Direct growth of high-quality gold microplates (Au MPs) on substrates using chemical methods presents many advantages, such as being free from plate aggregation, bending, and contamination by small particles, when compared to microplates deposited on substrates by solution-phase synthesis. In this study, we present a facile chemical synthesis strategy to obtain self-supporting Au MPs on soft polydimethylsiloxane (PDMS) substrates, where the center of the Au MPs is elevated above the substrate. We demonstrate that the coexistence of halide ions and a soft substrate is crucial for the formation of self-supporting Au MPs. The halide ions play a pivotal role in preventing the deposition of Au atoms on the top {111} facet through the halide passivation mechanism, while the weak interactions between Au MPs and the soft substrate allow Au atoms to infiltrate beneath and preferentially grow on the bottom {111} facet, which gradually raises the Au MPs and forms self-supporting structures.
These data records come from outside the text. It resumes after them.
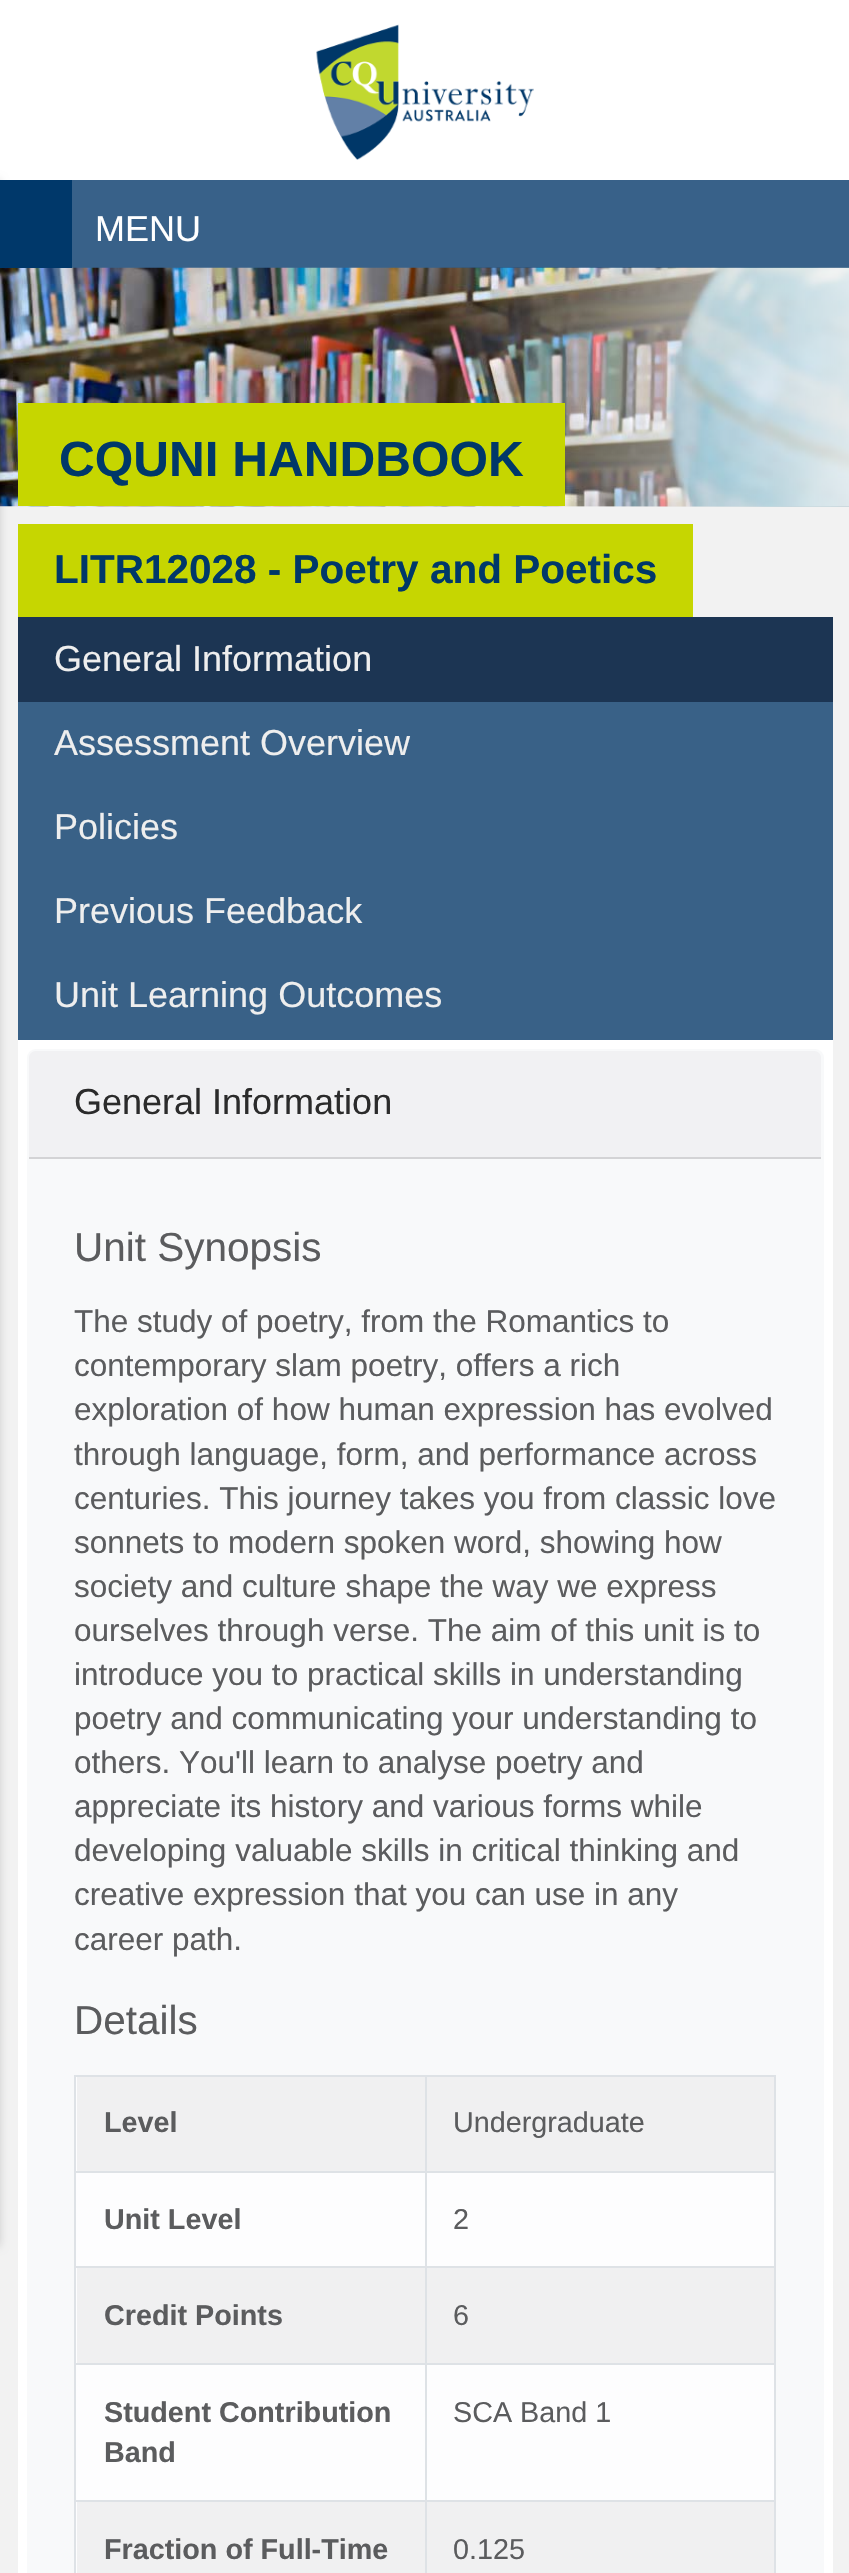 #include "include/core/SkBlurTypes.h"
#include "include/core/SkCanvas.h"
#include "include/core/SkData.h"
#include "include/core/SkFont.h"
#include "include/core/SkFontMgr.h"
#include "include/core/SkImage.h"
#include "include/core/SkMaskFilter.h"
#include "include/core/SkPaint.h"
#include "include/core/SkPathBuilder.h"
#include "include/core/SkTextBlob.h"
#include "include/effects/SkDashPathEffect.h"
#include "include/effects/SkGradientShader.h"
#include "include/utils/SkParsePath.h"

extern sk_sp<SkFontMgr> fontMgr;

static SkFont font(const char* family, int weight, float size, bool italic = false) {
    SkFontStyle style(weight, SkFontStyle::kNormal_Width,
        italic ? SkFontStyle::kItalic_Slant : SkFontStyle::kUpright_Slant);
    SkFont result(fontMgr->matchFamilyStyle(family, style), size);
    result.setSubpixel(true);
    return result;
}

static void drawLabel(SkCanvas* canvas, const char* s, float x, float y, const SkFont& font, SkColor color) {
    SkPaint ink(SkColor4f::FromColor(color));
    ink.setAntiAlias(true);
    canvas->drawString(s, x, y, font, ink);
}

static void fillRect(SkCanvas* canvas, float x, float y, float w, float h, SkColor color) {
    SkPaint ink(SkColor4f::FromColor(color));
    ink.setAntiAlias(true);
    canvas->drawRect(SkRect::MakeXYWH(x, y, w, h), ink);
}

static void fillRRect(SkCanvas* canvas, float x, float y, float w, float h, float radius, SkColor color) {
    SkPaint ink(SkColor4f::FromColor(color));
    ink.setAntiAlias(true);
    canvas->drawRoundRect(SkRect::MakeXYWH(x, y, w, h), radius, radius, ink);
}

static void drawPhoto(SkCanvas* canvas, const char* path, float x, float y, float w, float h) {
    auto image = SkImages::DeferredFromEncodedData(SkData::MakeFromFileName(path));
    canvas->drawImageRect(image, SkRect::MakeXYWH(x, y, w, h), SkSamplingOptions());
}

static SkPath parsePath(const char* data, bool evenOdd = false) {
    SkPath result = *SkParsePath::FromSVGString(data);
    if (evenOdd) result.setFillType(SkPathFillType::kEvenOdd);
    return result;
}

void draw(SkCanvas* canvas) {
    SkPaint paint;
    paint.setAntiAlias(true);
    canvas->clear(0xFFF2F2F2);
    fillRect(canvas, 0, 0, 849, 180, 0xFFFFFFFF);
    fillRect(canvas, 72, 180, 777, 88, 0xFF386189);
    drawPhoto(canvas, "assets/img2.png", 0, 267, 849, 240);
    paint.setColor(0x29000000);
    paint.setMaskFilter(SkMaskFilter::MakeBlur(kNormal_SkBlurStyle, 4.5f));
    canvas->drawRect(SkRect::MakeXYWH(-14, 180, 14, 2066), paint);
    paint.setMaskFilter(nullptr);
    fillRect(canvas, 0, 180, 72, 88, 0xFF00386A);
    drawPhoto(canvas, "assets/img1.png", 316, 24, 218, 136);
    SkFont font1 = font("Liberation Sans", 400, 36);
    drawLabel(canvas, "MENU", 95, 241, font1, 0xFFFFFFFF);
    fillRect(canvas, 18, 403, 547, 103, 0xFFC6D600);
    SkFont font2 = font("Liberation Sans", 700, 49.5f);
    drawLabel(canvas, "CQUNI HANDBOOK", 59, 476, font2, 0xFF003869);
    fillRect(canvas, 18, 524, 675, 93, 0xFFC6D601);
    SkFont font3 = font("Liberation Sans", 700, 40.5f);
    drawLabel(canvas, "LITR12028 - Poetry and Poetics", 54, 583, font3, 0xFF003869);
    fillRect(canvas, 18, 1040, 815, 1533, 0xFFFFFFFF);
    fillRect(canvas, 18, 617, 815, 85, 0xFF1C3553);
    drawLabel(canvas, "General Information", 54, 671, font1, 0xFFEEEEEE);
    fillRect(canvas, 18, 702, 815, 338, 0xFF396187);
    drawLabel(canvas, "Assessment Overview", 54, 755, font1, 0xFFEEEEEE);
    drawLabel(canvas, "Policies", 54, 839, font1, 0xFFEEEEEE);
    drawLabel(canvas, "Previous Feedback", 54, 923, font1, 0xFFEEEEEE);
    drawLabel(canvas, "Unit Learning Outcomes", 54, 1007, font1, 0xFFEEEEEE);
    fillRRect(canvas, 27, 1049, 797, 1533, 9, 0xFFF8F9FA);
    paint.setColor(0xFFF1F1F3);
    canvas->drawPath(parsePath("M36 1051H814C818 1051 821 1054 821 1058V1159H29V1058C29 1054 32 1051 36 1051Z"), paint);
    fillRect(canvas, 29, 1157, 792, 2, 0xFFD3D3D5);
    drawLabel(canvas, "General Information", 74, 1114, font1, 0xFF2B2B2B);
    SkFont font4 = font("Liberation Sans", 400, 40.5f);
    drawLabel(canvas, "Unit Synopsis", 74, 1261, font4, 0xFF5B5C5E);
    SkFont font5 = font("Liberation Sans", 400, 31.5f);
    drawLabel(canvas, "The study of poetry, from the Romantics to", 74, 1332, font5, 0xFF5B5C5E);
    drawLabel(canvas, "contemporary slam poetry, offers a rich", 74, 1376, font5, 0xFF5B5C5E);
    drawLabel(canvas, "exploration of how human expression has evolved", 74, 1420, font5, 0xFF5B5C5E);
    drawLabel(canvas, "through language, form, and performance across", 74, 1465, font5, 0xFF5B5C5E);
    drawLabel(canvas, "centuries. This journey takes you from classic love", 74, 1509, font5, 0xFF5B5C5E);
    drawLabel(canvas, "sonnets to modern spoken word, showing how", 74, 1553, font5, 0xFF5B5C5E);
    drawLabel(canvas, "society and culture shape the way we express", 74, 1597, font5, 0xFF5B5C5E);
    drawLabel(canvas, "ourselves through verse. The aim of this unit is to", 74, 1641, font5, 0xFF5B5C5E);
    drawLabel(canvas, "introduce you to practical skills in understanding", 74, 1685, font5, 0xFF5B5C5E);
    drawLabel(canvas, "poetry and communicating your understanding to", 74, 1729, font5, 0xFF5B5C5E);
    drawLabel(canvas, "others. You'll learn to analyse poetry and", 74, 1773, font5, 0xFF5B5C5E);
    drawLabel(canvas, "appreciate its history and various forms while", 74, 1817, font5, 0xFF5B5C5E);
    drawLabel(canvas, "developing valuable skills in critical thinking and", 74, 1861, font5, 0xFF5B5C5E);
    drawLabel(canvas, "creative expression that you can use in any", 74, 1905, font5, 0xFF5B5C5E);
    drawLabel(canvas, "career path.", 74, 1950, font5, 0xFF5B5C5E);
    drawLabel(canvas, "Details", 74, 2034, font4, 0xFF5B5C5E);
    fillRect(canvas, 76, 2077, 698, 496, 0xFFFDFDFE);
    fillRect(canvas, 77, 2077, 697, 94, 0xFFF0F0F1);
    fillRect(canvas, 425, 2075, 351, 2, 0xFFDEE2E6);
    fillRect(canvas, 425, 2171, 351, 2, 0xFFDEE2E6);
    fillRect(canvas, 425, 2266, 351, 2, 0xFFDEE2E6);
    fillRect(canvas, 77, 2268, 697, 95, 0xFFF0F0F1);
    fillRect(canvas, 425, 2363, 351, 2, 0xFFDEE2E6);
    fillRect(canvas, 425, 2500, 351, 2, 0xFFDEE2E6);
    fillRect(canvas, 77, 2502, 697, 71, 0xFFF0F0F1);
    fillRect(canvas, 425, 2500, 2, 73, 0xFFDEE2E6);
    fillRect(canvas, 74, 2500, 354, 2, 0xFFDEE2E6);
    fillRect(canvas, 425, 2363, 2, 139, 0xFFDEE2E6);
    fillRect(canvas, 74, 2363, 354, 2, 0xFFDEE2E6);
    fillRect(canvas, 425, 2266, 2, 99, 0xFFDEE2E6);
    fillRect(canvas, 74, 2266, 354, 2, 0xFFDEE2E6);
    fillRect(canvas, 425, 2171, 2, 97, 0xFFDEE2E6);
    fillRect(canvas, 74, 2171, 354, 2, 0xFFDEE2E6);
    fillRect(canvas, 425, 2075, 2, 99, 0xFFDEE2E6);
    fillRect(canvas, 74, 2075, 354, 2, 0xFFDEE2E6);
    fillRect(canvas, 74, 2500, 2, 73, 0xFFDEE2E6);
    fillRect(canvas, 74, 2363, 2, 139, 0xFFDEE2E6);
    fillRect(canvas, 74, 2266, 2, 99, 0xFFDEE2E6);
    fillRect(canvas, 74, 2171, 2, 97, 0xFFDEE2E6);
    fillRect(canvas, 74, 2075, 2, 99, 0xFFDEE2E6);
    SkFont font6 = font("Liberation Sans", 700, 28.75f);
    drawLabel(canvas, "Level", 104, 2132, font6, 0xFF5B5C5E);
    fillRect(canvas, 774, 2500, 2, 73, 0xFFDEE2E6);
    fillRect(canvas, 774, 2363, 2, 139, 0xFFDEE2E6);
    fillRect(canvas, 774, 2266, 2, 99, 0xFFDEE2E6);
    fillRect(canvas, 774, 2171, 2, 97, 0xFFDEE2E6);
    fillRect(canvas, 774, 2075, 2, 99, 0xFFDEE2E6);
    SkFont font7 = font("Liberation Sans", 400, 28.75f);
    drawLabel(canvas, "Undergraduate", 453, 2132, font7, 0xFF5B5C5E);
    drawLabel(canvas, "Unit Level", 104, 2229, font6, 0xFF5B5C5E);
    drawLabel(canvas, "2", 453, 2229, font7, 0xFF5B5C5E);
    drawLabel(canvas, "Credit Points", 104, 2325, font6, 0xFF5B5C5E);
    drawLabel(canvas, "6", 453, 2325, font7, 0xFF5B5C5E);
    drawLabel(canvas, "Student Contribution", 104, 2422, font6, 0xFF5B5C5E);
    drawLabel(canvas, "Band", 104, 2462, font6, 0xFF5B5C5E);
    drawLabel(canvas, "SCA Band 1", 453, 2422, font7, 0xFF5B5C5E);
    drawLabel(canvas, "Fraction of Full-Time", 104, 2559, font6, 0xFF5B5C5E);
    drawLabel(canvas, "0.125", 453, 2559, font7, 0xFF5B5C5E);
}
It is worth emphasizing that self-supporting Au MPs are rarely synthesized, and elucidating the infiltration growth mechanism provides new insights into microcrystal growth. Furthermore, our study shows that self-supporting Au MPs possess unique characteristics for creating sealed nanocavities with femtoliter volumes and also providing excellent acoustic phonon resonances with extended vibrational lifetimes. We anticipate that self-supporting Au MPs may open new opportunities in various applications, compared to substrate-supported Au MPs.